Serwis rozpoczął działalność w 2009 roku, założył go Patryk Urban z Poznania (brat Dawida), absolwent kierunku e-biznes na Akademii Ekonomicznej. Tworząc serwis wzorował się na brytyjskim portalu JustGiving.com. Oba przedsięwzięcia znacznie się różnią. W JustGiving nie ma na przykład zbiórek na cele dotyczące indywidualnych chorych. Polski serwis wystartował niemrawo. Patryk Urban wspominał w jednym z wywiadów, że fiaskiem skończył się pomysł pisania listów z prośbą o datki do szefów największych i najszybciej rozwijających się firm (np. laureatów Diamentów, nagród magazynu Forbes).
Wielu pomyśli: rodzina milionera powinna jak najszybciej skorzystać z pieniędzy z e-papierosów, a sam przedsiębiorca poza natychmiastowym rozdaniem fortuny powinien zająć się nową, ciężką pracą. Nie o to chodziło jednak Urbanom. Chcieli, aby w kraju słynącym z internetowych hejterów, stworzyć serwis zagospodarowujący tak rzadkie pozytywne emocje (...)
No i masz : fundacja dobroczynna. Nie licytuje obrazów wśród biznesmenów, nie prosi o SMSy, bo ile można zebrać z drobniaków po 2 zł plus VAT, nie chodzi ze skarbonkami po ulicy. Zamiast tego używa siły internetu i mediów oraz wpływu emocji.
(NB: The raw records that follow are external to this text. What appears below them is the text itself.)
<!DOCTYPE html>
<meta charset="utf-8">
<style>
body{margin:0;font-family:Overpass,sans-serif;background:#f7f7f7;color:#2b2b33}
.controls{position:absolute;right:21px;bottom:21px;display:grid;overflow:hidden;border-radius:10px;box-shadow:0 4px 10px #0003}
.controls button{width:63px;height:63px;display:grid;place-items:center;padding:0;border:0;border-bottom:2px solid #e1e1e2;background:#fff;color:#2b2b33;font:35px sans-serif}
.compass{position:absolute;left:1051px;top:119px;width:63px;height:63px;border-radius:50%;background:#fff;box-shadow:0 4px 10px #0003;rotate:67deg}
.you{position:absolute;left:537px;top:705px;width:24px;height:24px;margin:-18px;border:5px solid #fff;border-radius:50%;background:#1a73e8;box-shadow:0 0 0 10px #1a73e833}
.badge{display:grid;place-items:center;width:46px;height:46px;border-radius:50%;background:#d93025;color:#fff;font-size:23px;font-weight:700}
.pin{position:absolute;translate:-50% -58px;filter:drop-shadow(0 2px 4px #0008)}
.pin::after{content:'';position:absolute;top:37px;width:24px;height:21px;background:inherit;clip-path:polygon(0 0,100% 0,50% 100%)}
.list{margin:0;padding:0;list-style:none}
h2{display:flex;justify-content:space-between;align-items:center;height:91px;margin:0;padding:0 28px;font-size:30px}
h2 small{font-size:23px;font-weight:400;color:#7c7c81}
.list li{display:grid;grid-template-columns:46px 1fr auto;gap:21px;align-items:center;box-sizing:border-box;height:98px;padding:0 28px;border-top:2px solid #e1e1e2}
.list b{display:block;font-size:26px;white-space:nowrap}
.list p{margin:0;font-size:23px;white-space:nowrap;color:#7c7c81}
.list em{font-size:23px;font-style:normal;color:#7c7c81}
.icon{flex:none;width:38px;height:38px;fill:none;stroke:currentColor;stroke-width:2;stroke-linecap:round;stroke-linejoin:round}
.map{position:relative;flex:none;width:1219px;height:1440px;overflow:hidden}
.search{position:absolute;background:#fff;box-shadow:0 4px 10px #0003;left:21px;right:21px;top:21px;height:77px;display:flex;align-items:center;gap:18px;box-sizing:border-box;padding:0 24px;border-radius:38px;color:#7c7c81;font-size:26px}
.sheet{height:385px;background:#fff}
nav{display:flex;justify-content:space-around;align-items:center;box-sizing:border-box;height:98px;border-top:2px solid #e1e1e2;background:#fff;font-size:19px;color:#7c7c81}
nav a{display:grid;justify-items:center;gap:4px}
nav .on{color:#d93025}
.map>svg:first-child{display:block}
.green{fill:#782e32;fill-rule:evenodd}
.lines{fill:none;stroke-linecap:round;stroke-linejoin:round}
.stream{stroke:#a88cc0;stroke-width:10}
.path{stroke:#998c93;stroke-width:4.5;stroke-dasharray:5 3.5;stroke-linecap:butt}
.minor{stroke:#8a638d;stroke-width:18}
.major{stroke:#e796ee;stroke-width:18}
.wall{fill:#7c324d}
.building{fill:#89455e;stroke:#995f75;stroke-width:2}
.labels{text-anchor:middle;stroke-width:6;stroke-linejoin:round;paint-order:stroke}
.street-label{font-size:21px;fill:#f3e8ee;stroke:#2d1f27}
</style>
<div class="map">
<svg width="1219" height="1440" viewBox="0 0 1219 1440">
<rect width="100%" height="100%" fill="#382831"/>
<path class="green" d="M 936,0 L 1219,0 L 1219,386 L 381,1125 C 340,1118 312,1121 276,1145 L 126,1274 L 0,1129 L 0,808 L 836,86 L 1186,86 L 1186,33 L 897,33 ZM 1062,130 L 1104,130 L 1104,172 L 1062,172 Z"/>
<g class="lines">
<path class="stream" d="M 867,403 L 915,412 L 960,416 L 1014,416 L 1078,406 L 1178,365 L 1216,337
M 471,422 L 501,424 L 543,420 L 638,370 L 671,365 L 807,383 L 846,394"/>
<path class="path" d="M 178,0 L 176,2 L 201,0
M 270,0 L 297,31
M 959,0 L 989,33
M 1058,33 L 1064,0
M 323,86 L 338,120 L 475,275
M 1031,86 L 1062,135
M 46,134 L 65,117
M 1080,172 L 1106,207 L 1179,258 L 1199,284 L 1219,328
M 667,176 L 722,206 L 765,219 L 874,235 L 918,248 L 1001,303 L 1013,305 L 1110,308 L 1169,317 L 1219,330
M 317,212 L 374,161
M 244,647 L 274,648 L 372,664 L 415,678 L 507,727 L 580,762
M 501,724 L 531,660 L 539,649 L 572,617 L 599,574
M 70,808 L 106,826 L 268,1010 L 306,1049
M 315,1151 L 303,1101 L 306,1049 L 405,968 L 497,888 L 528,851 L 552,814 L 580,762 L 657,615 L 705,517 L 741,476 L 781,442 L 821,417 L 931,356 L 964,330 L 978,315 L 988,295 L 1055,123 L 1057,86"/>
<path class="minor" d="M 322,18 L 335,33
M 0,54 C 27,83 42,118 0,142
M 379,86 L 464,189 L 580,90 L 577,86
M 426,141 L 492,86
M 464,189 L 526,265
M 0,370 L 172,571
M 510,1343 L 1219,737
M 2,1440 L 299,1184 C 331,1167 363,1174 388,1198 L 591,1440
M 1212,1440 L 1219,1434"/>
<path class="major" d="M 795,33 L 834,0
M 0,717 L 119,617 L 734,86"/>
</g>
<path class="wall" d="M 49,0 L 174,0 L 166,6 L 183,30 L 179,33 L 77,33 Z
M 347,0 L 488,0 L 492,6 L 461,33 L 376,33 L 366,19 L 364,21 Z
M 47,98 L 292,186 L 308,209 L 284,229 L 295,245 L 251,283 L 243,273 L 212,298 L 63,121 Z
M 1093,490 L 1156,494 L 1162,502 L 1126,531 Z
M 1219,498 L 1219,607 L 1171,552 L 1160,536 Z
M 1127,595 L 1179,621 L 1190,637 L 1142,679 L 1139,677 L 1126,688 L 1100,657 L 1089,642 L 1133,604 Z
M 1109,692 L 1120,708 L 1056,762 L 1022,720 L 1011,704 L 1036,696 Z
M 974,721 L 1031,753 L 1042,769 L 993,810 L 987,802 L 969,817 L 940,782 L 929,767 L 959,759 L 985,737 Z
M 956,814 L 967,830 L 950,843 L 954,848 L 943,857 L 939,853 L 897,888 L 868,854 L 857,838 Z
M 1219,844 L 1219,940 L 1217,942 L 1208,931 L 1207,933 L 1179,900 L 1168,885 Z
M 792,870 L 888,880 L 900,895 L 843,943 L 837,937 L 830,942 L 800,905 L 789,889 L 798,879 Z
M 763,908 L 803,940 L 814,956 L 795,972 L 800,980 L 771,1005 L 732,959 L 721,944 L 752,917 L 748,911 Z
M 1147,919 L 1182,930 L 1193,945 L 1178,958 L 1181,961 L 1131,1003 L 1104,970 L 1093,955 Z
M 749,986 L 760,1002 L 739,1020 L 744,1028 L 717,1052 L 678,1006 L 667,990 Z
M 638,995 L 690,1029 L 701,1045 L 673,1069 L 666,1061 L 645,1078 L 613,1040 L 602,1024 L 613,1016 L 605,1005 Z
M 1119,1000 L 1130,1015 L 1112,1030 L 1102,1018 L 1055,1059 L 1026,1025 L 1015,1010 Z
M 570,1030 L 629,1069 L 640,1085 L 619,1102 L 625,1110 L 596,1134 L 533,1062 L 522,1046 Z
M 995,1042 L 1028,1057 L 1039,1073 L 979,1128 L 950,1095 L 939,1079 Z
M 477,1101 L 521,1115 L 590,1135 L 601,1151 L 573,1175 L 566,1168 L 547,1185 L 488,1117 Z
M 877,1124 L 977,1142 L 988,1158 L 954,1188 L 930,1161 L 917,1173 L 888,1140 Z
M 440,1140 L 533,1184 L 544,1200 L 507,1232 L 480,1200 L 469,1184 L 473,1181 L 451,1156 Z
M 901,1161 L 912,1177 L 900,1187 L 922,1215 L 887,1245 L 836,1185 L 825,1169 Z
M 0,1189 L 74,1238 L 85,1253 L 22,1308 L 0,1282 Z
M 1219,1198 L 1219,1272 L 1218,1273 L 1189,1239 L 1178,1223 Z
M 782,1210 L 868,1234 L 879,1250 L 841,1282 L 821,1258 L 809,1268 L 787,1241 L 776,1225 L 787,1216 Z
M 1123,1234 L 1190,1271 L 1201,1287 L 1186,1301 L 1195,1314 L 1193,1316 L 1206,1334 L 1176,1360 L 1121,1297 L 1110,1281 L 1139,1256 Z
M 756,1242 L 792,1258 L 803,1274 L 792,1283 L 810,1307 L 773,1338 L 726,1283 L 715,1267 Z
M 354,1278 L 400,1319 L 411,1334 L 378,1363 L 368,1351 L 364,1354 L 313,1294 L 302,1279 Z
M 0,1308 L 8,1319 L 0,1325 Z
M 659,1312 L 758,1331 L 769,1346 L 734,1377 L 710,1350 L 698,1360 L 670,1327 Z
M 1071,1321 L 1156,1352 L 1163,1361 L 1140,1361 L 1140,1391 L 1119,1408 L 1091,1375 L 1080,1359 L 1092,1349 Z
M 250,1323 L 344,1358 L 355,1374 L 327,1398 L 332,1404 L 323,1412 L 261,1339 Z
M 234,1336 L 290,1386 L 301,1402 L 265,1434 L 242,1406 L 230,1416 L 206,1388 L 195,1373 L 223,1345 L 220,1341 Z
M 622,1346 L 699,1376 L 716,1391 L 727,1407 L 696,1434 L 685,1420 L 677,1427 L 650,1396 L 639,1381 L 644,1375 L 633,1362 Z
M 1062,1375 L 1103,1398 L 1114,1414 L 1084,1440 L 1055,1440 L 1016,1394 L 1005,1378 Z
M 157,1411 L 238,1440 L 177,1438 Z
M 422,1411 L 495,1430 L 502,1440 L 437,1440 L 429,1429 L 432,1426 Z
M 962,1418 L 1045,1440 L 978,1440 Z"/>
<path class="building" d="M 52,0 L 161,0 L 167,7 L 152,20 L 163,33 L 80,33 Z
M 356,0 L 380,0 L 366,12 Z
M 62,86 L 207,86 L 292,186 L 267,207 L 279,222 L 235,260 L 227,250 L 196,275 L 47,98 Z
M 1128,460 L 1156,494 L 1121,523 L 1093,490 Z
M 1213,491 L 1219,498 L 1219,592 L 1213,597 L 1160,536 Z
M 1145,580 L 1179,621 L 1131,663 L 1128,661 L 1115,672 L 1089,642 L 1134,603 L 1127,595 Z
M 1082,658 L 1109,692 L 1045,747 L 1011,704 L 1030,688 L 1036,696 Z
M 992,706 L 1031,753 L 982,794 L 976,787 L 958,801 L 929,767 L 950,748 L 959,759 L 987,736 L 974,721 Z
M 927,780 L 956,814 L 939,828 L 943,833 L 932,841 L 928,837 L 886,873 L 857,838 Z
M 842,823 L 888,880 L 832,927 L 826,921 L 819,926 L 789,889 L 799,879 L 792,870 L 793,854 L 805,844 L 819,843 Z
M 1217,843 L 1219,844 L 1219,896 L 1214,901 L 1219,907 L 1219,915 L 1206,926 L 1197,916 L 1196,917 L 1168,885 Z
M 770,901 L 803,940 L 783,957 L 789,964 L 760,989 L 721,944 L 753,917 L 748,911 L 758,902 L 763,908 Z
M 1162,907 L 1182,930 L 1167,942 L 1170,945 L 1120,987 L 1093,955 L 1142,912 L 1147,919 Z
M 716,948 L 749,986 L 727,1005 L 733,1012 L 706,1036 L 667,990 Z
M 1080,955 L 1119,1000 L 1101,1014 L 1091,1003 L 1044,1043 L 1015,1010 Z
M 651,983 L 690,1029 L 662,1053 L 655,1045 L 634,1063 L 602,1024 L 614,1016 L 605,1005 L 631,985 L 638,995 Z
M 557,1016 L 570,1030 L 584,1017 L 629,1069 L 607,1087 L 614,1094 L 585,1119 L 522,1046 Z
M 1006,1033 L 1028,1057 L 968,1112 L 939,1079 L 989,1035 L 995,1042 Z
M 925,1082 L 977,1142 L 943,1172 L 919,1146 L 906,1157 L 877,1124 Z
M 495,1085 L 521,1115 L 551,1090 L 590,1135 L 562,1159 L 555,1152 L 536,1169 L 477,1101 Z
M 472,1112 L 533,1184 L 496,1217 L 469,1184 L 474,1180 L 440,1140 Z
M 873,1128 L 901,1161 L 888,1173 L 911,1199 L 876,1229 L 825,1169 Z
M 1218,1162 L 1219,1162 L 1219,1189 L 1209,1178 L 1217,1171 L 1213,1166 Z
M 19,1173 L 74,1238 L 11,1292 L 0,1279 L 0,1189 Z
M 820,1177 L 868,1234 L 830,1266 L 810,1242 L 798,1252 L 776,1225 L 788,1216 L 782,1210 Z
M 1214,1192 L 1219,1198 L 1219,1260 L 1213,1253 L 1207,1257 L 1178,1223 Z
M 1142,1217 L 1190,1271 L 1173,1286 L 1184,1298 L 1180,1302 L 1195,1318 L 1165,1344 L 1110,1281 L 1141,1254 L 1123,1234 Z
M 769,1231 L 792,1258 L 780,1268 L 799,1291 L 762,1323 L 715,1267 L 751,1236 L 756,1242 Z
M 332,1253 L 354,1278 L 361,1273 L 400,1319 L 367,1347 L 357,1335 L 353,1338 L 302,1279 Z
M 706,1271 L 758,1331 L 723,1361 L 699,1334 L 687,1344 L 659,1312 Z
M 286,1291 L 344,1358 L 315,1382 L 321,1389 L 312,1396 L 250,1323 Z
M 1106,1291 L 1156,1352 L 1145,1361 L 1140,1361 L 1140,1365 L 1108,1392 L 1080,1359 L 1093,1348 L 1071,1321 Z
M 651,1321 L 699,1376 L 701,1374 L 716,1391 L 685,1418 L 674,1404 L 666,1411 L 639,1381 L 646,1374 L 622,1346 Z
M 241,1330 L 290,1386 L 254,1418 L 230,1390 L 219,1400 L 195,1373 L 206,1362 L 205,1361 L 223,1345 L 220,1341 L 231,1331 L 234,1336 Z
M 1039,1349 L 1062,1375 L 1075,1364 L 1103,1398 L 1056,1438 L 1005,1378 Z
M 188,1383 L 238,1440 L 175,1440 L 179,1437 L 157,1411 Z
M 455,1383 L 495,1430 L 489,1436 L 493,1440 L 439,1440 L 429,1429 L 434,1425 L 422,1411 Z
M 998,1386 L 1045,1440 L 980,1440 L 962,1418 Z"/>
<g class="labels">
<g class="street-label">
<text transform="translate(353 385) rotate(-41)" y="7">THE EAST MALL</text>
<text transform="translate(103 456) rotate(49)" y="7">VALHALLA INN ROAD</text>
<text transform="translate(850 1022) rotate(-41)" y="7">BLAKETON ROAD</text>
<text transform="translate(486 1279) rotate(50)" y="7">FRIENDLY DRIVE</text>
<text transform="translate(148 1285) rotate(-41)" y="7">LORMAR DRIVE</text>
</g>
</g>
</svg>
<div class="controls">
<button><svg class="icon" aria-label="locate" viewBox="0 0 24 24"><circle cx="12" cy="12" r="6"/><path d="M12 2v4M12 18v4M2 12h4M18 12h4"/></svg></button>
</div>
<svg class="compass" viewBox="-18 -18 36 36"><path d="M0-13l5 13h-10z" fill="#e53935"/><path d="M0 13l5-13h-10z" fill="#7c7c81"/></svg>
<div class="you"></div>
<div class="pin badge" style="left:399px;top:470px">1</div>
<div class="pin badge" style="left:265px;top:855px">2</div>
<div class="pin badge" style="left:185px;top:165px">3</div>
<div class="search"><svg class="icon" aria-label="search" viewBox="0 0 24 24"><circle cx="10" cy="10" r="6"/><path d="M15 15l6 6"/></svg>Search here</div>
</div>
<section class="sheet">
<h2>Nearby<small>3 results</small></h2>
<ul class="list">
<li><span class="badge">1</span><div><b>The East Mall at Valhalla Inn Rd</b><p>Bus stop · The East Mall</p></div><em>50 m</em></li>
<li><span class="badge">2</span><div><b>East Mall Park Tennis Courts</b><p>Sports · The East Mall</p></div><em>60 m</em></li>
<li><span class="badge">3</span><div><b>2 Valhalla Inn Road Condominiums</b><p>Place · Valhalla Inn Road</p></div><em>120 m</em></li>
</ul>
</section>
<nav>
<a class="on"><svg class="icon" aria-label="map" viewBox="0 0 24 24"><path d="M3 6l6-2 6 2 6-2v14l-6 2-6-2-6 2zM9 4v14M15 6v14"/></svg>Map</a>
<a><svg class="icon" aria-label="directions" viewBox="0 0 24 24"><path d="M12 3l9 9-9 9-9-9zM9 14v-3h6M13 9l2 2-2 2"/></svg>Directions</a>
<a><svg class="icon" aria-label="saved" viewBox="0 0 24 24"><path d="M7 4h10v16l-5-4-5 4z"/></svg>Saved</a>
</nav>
Koniec przedruku , z powyższego wpisu . A tam ; skromne Biuro używa prezydenta , premiera , niedouczonego Ardanowskiego itd. Mało tego ; angażuje profesora etyki (rzekomo od etyki , a faktycznie faceta z dyplomem dr habilitowanego chyba zoologii, wegetarianina) od "jaj"dinozaurów niejakiego Elżanowskiego.